第 2937 号2005.05.08
「 母の日のエピソード 」
長坂 隆雄(千葉県船橋市)
故郷を離れて50年、母の日だけは毎年帰郷する事が慣例になっていた。
帰りには必ず、私の子供の時からの好物である巻き寿司をもたせてくれた。
幾つになっても子供は子供、母にとってのささやかな喜びでもあったようである。
母が80歳を過ぎた頃からであろうか、巻寿司の堅さが気になるようになった。
今までは堅く巻かれていた寿司が年毎に柔らかく、粗くなってきたように感じるようになった。
帰りの車中で手にした寿司が時にはぽろりと落ちる事があった。
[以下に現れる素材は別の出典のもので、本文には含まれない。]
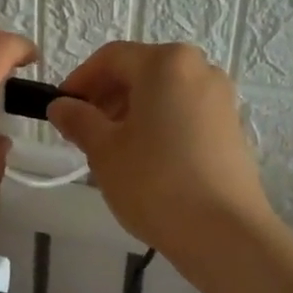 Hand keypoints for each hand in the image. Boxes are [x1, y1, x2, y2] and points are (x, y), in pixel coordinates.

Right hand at [47, 42, 276, 260]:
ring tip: (111, 148)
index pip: (111, 58)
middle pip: (140, 71)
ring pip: (163, 92)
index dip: (80, 80)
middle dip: (106, 96)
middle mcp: (199, 68)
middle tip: (82, 131)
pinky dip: (159, 123)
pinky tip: (145, 158)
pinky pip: (184, 112)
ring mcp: (221, 97)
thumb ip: (78, 120)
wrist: (225, 233)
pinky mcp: (232, 127)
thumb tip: (61, 106)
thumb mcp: (104, 150)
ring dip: (131, 111)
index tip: (60, 108)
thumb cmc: (155, 182)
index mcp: (166, 63) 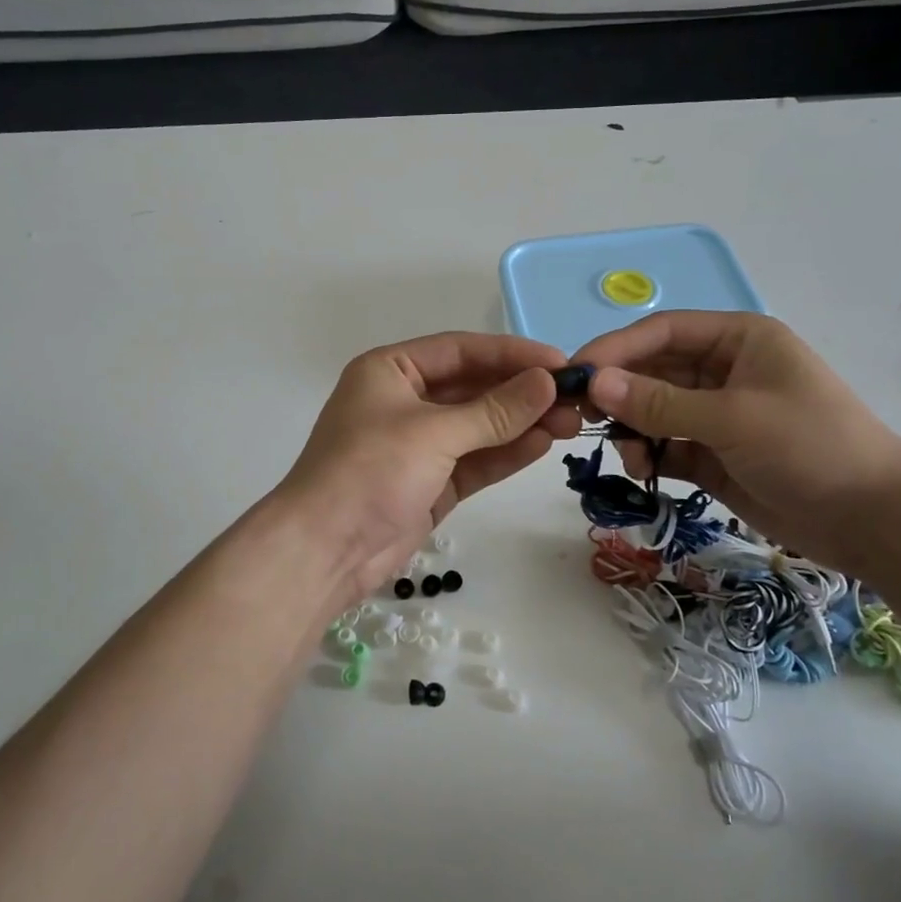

改めて一年毎に老齢化する母を実感するようになった。
一昨年の母の日の事である。
90歳になった母が言った。
『あんたの好きな巻寿司がなあ、もう巻けんようになってしもうたんや。
力がのうなって巻けんのよ。お米がぽろぽろとこぼれてしもうてなーー』と寂しそうに言った。
私は胸が一杯になった。
『もう、いいんだよ。今まで十分堪能させてもらったんだから。気持ちだけで充分だよ』
と言いたかった。併し、何も言えなかった。
その一年後、母は亡くなった。
母の日が近付くと、母の手巻きの寿司が懐かしく思い出される。